Controversial Conflict, they told you in your newswriting class, is one of the fundamental news values. If there were no controversy, there would be no news and thus no story. 

Currently If it's not happening now, why are you writing about it?

Dramatic This is a show-not-tell violation. If the circumstances you describe are not dramatic, using the word will not make them so to the reader. 

Firestorm The Allied attack that destroyed Dresden, which Kurt Vonnegut described in Slaughterhouse-Five, involved such a multitude of incendiary bombs that the heat of the fires created great winds that made the fires doubly destructive. A group of ill-informed people shouting at a school board meeting does not constitute a firestorm. 

First Are you sure of that? Are you really sure? You looked it up, didn't you?

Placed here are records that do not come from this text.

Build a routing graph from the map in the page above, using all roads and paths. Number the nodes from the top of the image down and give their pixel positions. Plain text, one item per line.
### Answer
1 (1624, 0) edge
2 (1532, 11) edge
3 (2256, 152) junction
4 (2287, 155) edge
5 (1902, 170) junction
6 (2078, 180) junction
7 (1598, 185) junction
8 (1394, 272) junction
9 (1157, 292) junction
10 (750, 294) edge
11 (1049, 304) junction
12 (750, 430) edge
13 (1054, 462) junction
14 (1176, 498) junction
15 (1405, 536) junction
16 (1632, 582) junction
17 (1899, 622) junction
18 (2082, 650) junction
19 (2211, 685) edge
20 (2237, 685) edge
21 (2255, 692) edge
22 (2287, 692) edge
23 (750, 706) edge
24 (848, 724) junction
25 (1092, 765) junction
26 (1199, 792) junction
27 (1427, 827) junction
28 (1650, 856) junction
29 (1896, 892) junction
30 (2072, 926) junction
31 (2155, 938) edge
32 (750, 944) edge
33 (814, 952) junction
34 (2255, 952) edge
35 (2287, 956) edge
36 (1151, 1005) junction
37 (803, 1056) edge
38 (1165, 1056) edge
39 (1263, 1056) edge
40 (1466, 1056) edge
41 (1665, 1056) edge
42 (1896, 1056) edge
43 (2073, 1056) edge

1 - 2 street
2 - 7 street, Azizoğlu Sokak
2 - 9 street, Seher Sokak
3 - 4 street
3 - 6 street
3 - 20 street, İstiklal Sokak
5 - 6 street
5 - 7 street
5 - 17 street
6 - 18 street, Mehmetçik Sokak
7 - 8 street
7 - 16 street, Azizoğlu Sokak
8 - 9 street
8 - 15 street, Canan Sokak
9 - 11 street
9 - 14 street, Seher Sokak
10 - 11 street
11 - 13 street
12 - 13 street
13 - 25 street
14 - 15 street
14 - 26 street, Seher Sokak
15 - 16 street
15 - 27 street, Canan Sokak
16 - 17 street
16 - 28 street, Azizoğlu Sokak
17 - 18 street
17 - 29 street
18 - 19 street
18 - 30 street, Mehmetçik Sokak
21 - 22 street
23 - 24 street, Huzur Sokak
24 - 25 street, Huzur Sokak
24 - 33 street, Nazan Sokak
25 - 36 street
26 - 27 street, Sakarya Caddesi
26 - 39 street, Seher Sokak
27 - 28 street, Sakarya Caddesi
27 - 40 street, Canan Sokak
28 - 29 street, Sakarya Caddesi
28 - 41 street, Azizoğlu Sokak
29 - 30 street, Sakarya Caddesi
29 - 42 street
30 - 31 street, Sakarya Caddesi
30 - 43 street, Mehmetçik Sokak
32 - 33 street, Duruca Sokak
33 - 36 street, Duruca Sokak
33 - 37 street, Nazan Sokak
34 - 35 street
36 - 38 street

Iconic Just don't. If you picked up a dictionary, you would be hard-pressed to find a common or proper noun that has not at some point been called "iconic." A word used to describe everything describes nothing.

Ironically Good idea to check whether what you actually mean is coincidentally

Prestigious See Dramatic

Saga Yes, you have a long, involved account. That does not make your story the Elder Edda. 

The public may wish to comment with suggestions of additional words you could shun. 

8 comments:

  1. Writers of real estate listings and travel destination websites have been abusing the word 'nestled' for years now. Food writers seem to never tire of describing foods as 'decadent' and 'to die for.' Some tiresome writers might therefore conclude that these words are 'iconic'—sorry, John, I couldn't resist!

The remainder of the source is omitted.